# Help needed!



## Somersetgirl (Aug 19, 2013)

Hi everyone,

Great forum, so glad I found this!

I am in the process of setting up a mobile catering company. I have used lots of coffee machines before but never bought one.

I do not want anything fancy - just a good basic one that does the job and can make at least two coffees at a time.

I will also need a good grinder.

I'm also looking into the different beans but am going round in circles. I want the beans to be fair-trade, and I want the coffee to be as lovely as possible!

I'm sure these questions have been asked before but if anyone can help with any of this I would really appreciate it!

Many thanks!


----------



## Kyle548 (Jan 24, 2013)

Somersetgirl said:


> Hi everyone,
> 
> Great forum, so glad I found this!
> 
> ...


I don't know about fair-trade, but you want your beans to be freshly roasted.

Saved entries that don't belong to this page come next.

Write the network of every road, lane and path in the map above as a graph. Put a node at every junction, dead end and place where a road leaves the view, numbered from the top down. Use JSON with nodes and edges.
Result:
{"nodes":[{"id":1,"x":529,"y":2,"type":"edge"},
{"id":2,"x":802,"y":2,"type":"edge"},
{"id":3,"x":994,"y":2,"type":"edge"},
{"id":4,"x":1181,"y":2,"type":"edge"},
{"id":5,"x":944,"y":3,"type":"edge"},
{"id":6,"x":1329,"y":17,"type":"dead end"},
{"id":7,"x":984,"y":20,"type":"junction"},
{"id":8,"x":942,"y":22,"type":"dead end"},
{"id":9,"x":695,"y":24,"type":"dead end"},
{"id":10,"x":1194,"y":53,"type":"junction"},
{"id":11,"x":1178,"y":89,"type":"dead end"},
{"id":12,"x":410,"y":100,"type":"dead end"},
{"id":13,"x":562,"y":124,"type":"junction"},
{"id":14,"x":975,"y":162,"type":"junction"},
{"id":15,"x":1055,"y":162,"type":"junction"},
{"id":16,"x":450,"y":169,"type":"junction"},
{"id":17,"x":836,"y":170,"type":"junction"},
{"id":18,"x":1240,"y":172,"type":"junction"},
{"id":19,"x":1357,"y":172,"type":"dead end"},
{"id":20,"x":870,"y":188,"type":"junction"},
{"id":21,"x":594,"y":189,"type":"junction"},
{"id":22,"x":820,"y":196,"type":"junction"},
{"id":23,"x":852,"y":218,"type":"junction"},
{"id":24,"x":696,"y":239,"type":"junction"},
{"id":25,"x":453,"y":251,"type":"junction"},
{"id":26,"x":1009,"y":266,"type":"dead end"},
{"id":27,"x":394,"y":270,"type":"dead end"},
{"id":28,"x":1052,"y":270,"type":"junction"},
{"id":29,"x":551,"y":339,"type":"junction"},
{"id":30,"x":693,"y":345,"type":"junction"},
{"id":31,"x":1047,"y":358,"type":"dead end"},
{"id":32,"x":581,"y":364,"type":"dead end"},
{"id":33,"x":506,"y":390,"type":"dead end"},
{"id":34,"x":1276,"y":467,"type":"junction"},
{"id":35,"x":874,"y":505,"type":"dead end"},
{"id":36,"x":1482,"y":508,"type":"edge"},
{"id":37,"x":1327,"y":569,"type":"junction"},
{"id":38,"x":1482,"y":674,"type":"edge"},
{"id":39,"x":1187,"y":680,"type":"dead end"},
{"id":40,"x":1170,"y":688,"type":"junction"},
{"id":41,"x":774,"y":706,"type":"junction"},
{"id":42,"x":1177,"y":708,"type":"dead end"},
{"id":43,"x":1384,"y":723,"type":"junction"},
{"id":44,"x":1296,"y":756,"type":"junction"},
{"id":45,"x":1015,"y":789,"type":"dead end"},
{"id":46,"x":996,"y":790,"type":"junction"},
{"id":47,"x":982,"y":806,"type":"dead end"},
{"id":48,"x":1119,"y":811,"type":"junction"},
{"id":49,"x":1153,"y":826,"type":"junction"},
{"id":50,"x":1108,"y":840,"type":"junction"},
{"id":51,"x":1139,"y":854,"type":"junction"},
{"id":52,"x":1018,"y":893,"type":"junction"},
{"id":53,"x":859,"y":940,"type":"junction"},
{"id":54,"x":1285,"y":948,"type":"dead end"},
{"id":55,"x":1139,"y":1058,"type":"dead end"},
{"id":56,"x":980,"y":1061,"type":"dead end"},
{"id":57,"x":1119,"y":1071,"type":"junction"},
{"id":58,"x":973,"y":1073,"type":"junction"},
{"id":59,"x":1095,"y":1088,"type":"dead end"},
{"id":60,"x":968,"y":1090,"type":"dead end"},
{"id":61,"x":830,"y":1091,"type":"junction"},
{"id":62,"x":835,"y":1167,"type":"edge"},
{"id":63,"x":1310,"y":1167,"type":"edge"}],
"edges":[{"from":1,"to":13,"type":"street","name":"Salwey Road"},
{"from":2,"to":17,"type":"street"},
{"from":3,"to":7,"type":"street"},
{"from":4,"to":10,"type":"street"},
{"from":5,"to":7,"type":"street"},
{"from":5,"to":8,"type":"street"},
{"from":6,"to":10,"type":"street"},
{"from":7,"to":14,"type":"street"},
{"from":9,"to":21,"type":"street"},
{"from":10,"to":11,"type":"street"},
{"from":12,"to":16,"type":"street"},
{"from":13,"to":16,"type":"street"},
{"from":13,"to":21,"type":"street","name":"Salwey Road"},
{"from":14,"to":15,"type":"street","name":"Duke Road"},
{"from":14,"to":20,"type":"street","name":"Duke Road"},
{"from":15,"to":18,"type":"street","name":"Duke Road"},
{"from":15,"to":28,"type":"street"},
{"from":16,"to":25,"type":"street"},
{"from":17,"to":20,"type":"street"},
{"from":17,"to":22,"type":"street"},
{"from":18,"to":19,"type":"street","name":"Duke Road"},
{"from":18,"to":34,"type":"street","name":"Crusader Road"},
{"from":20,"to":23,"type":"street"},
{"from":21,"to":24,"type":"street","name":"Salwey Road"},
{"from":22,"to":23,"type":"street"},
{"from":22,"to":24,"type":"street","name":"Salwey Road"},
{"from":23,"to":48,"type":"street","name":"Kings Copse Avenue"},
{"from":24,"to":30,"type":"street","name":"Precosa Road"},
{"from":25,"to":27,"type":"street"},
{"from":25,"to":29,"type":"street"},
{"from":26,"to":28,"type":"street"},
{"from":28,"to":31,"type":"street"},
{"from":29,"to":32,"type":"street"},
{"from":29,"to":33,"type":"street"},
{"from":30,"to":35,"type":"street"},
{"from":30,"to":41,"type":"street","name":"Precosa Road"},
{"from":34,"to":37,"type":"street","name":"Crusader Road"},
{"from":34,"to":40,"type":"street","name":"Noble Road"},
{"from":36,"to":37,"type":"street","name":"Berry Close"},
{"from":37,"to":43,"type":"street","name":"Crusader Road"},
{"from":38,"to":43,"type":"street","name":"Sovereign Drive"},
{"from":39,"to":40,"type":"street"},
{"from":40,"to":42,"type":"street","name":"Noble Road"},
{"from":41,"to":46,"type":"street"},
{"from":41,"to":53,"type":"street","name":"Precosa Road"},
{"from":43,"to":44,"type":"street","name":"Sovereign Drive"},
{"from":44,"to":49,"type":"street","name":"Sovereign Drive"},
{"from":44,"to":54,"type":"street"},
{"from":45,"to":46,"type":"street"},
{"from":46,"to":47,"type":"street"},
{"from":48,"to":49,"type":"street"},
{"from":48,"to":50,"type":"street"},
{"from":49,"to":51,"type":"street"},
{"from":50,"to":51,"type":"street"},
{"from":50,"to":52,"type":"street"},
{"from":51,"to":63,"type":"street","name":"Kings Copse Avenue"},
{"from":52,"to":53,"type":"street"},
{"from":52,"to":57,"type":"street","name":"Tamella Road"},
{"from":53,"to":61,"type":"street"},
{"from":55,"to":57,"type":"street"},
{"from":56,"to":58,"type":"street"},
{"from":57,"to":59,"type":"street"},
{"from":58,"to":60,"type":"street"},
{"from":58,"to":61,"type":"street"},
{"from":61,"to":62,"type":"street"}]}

Alot of roasters will buy direct from the farm the beans were grown (and have a good relationship with the farmers), so there really is no point in buying fair-trade anyway.

An example is Hasbean, who routinely visit farms. However, don't take that as a suggestion about where to source your beans, unless you are very confident extracting the best espresso, as they can be hard to work with.

It's more of a comment on how I think FT is a pointless marketing gimic.


----------